The American Red Cross, in fact, has described Wernicki’s tireless efforts to reduce drownings as “exceptional contributions towards saving lives.”
He currently serves as:
• Aquatics Chair of the American Red Cross Scientific Advisory Council, which researches, analyzes and presents evidence-based studies and data used to update the organization’s health and safety programs.
• Medical Advisor and Executive Board member of the USLA – the association of professional, open-water lifeguards in the U.S. – helping to write the USLA textbook and develop the national lifeguard certification program. He also has served as the on-site physician for the USLA’s National Championships and as the U.S. team physician at numerous international competitions, including the Goodwill Games.
• Chairman of the ILS Medical Committee, presenting at and helping organize each of the federation’s bi-annual Drowning Prevention Conferences held around the world since 1997. He was chosen to be the keynote speaker at the 2011 conference in Vietnam. He also serves on the ILS’s Rescue and Anti-Doping Commissions.
“I’ve devoted a lot of time to this over the past 30 years, but I don’t have kids, I don’t play golf and I don’t have a boat,” said Wernicki, 56, who lives in the island’s Seaview community and has been chosen by his medical peers as a “Top Physician” in Orthopedic Surgery every year since 2004.
“My wife and I like to travel, so we try to combine our travels with these different meetings and conferences,” he added. “I loved lifeguarding and I enjoy medicine. This is where they come together. I get to do what I enjoy and, at the same time, give something back.”
In addition to serving in various leadership positions – even in his youth, he became a lifeguard instructor and competed in ocean lifeguard events – Wernicki has been published extensively in scientific journals and has authored numerous chapters in Red Cross and USLA manuals, as well as the World Handbook on Drowning.
He has been interviewed often and quoted on water safety on national TV, on radio and in publications such as Men’s Health, RedBook, the New York Times and Washington Post. He appears frequently on the Weather Channel.
“It’s mostly around the warm-weather holidays – Memorial Day, Fourth of July, Labor Day – and they’ll ask me about how to be safe at the beach, at the lake or around the pool,” Wernicki said. “I’ll talk about rip currents, the effect of weather conditions, just public safety stuff.”
As far as he’s concerned, every little bit helps, especially with drownings being the second-leading cause of accidental deaths among children in the U.S. And there is danger close to home.

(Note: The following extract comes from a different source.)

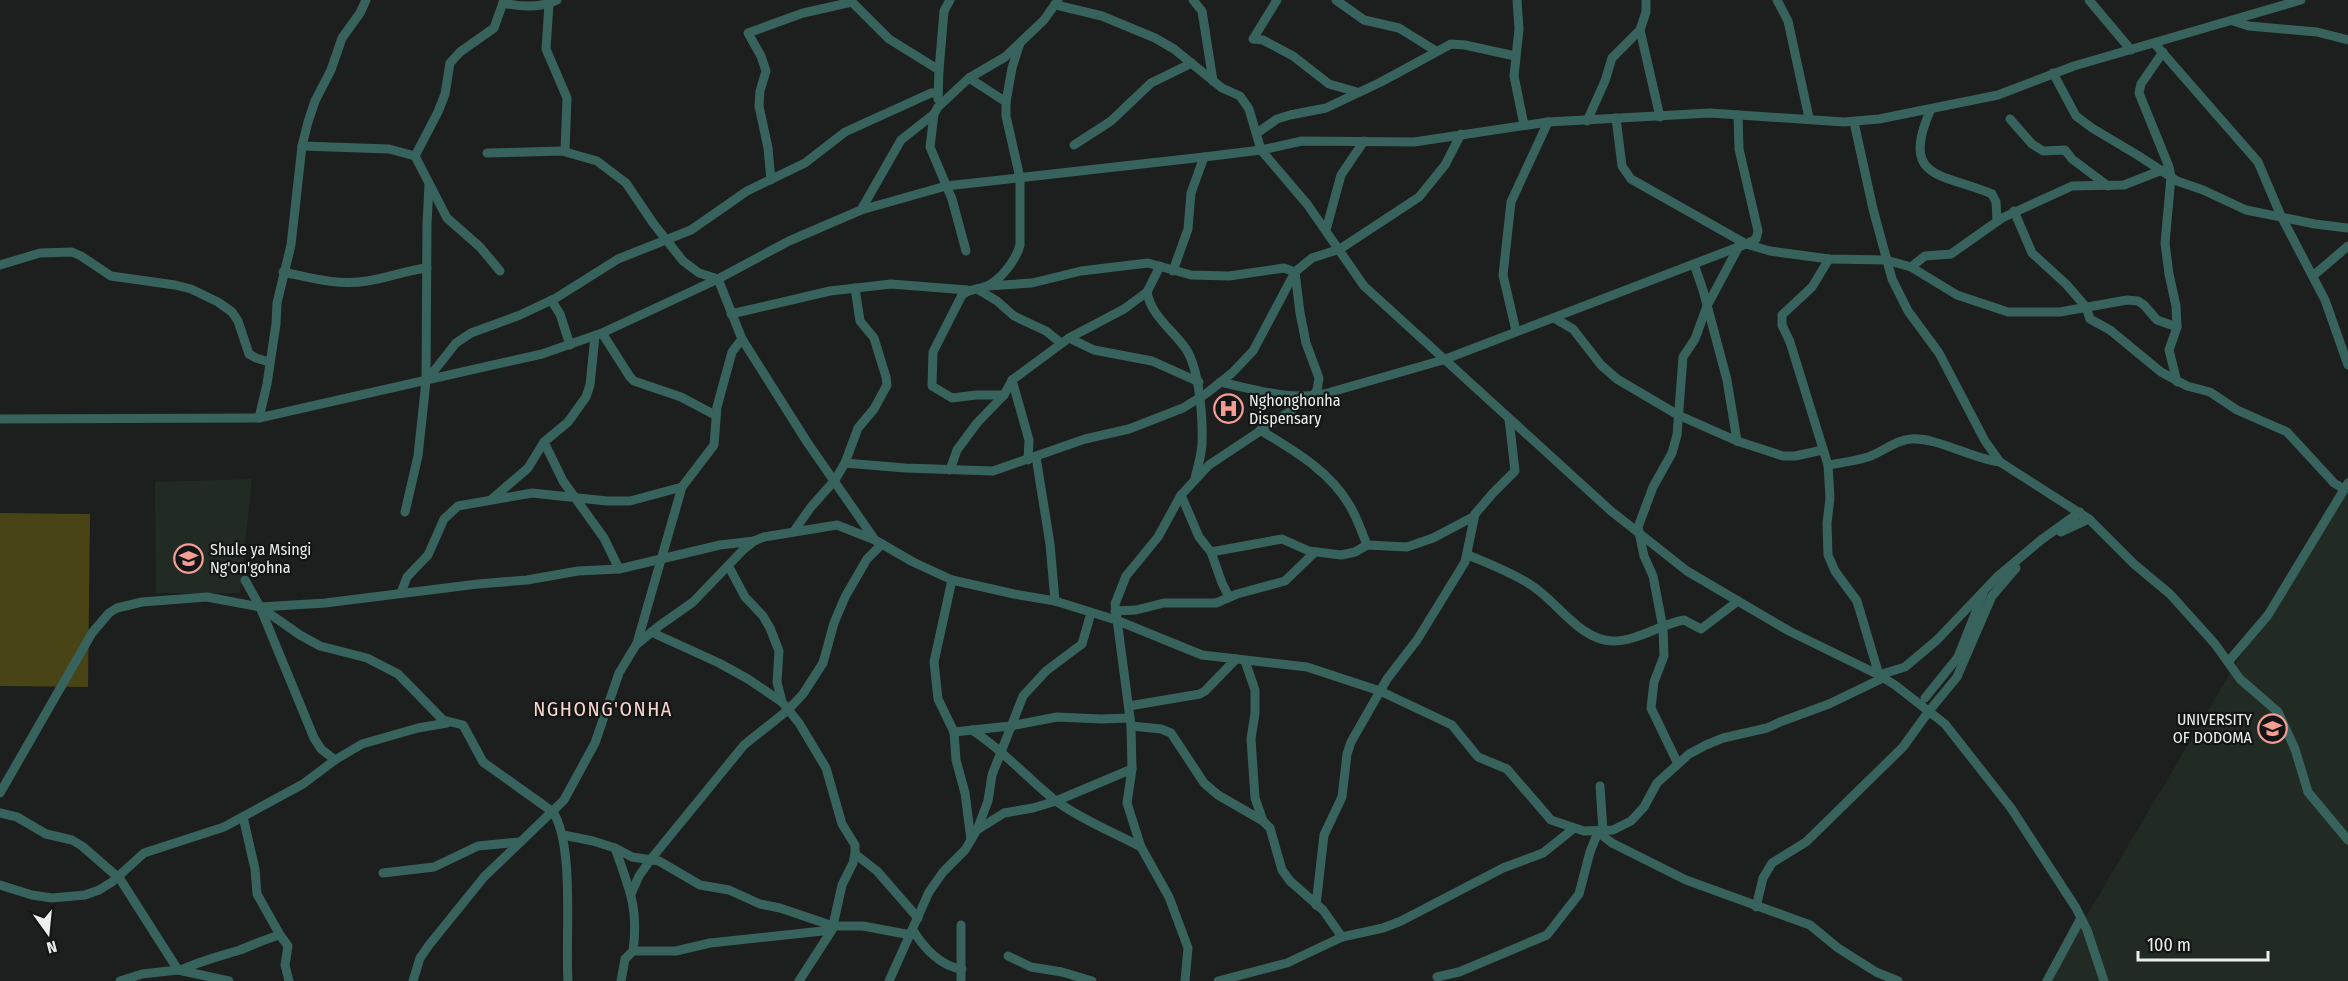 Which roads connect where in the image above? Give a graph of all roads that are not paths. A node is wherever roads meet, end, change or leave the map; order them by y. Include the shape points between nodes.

In conjunction with the 100th anniversary of its water safety program, the American Red Cross last year identified the 50 U.S. cities in 19 states with the highest drowning rates and embarked on a campaign to reduce the number of drownings in those communities by 50 percent.
Gifford was on the list, which wasn’t surprising: According to a Red Cross survey, only 69 percent of blacks said they could swim, compared with 84 percent of whites.
“Statistics show that there are a lot of non-swimmers in the African-American and Hispanic communities,” Wernicki said. “They’re just not as exposed to the water as white people, and the Red Cross wants to do something about it.
“We’ve made a lot of progress in drowning prevention the past 100 years, but there are still too many kids who drown in a backyard pool,” he added. “There’s still a lot of work to be done.”
And Wernicki plans to continue doing it.
He hasn’t been a certified lifeguard in many years, but he still swims in the ocean every chance he gets. He likes to surf and has begun cruising on a stand-up paddle board. Oh, and he still keeps one of those red buoys handy – just in case.
Most of his non-orthopedic efforts, though, remain focused on the bigger picture of the science of water safety and drowning prevention, whether it’s through writing, researching or overseeing the latest projects.
“This is my donation to history,” Wernicki said. “I’ve always loved the water, and I believe that, in some small way, I’m helping to save lives by advancing the science of water safety.”